Jan 08, 2005 17:26
The downswing always comes with brass knuckles aimed for the jaw. Now and again I wonder if the beauty is worth the ugliness. Then I find that this beauty is hideous in retrospect. But it feels like nothing else. Only when I agree to leave it forever do I really appreciate the insanity of it. Feaster and de Carle want it locked away. Today, the former gave me the following grim statistics:
50% of us are in or have been in prison
50% of us have had or do have a heroin addiction
25% of us attempt suicide
1.2% of you are members of our sick kinship
Those are my odds. Left untreated, I will surely be doomed to a life of withdrawal, methadone, and relapses. Not to mention the inevitable arrest that will accompany my next destructive episode. But really... fuck it. It feels good. I feel powerful and important and better than I feel at any other time. Isn't that worth the risk? Well, my wildly depressed self says no. She says stay in bed. She says that sort of insanity is not healthy. She says I am overconfident, pointing out that I have little to flaunt. Deferred grades? A heavily bandaged relationship? Several friendships in need of such bandaging? She says settle the fuck down and don't draw attention to your faults. And please, for the love of God, don't add to them.
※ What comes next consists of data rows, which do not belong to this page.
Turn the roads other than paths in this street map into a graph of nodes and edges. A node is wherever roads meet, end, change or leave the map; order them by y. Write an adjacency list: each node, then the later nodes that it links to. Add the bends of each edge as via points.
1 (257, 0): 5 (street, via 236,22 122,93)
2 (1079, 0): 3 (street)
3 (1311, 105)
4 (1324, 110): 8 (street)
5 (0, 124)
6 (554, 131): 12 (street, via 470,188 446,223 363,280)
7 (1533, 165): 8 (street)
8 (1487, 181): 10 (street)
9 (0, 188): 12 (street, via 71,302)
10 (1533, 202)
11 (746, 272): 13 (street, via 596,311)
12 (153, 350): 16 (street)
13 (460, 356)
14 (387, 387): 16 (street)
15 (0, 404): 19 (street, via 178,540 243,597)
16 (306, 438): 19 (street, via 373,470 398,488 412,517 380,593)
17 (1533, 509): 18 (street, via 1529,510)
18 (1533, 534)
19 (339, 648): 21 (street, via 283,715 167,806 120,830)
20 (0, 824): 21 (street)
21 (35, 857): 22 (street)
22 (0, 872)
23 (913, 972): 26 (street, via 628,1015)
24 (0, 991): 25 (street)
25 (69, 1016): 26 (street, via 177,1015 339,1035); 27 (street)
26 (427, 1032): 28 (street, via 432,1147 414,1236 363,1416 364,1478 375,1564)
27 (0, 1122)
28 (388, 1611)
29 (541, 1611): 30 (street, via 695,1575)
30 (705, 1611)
Because do you know who deals with the repercussions? Ms Downswing Herself. And that just doesn't seem fair. After all, Madame Destructo is the one who insisted on such chaos and wreckage. But it's hard to say, "Matty, it wasn't me" when the situation is clear. And it's hard to convince a jury that you shouldn't be held responsible for smashing windshields. Because they'll say, "Well, who's fault is it?" Could you just punish the other side of me? It just doesn't work that way.
Yes, it's better than any drug, but the memories are still there when I come down. And so is the havoc I've wrought.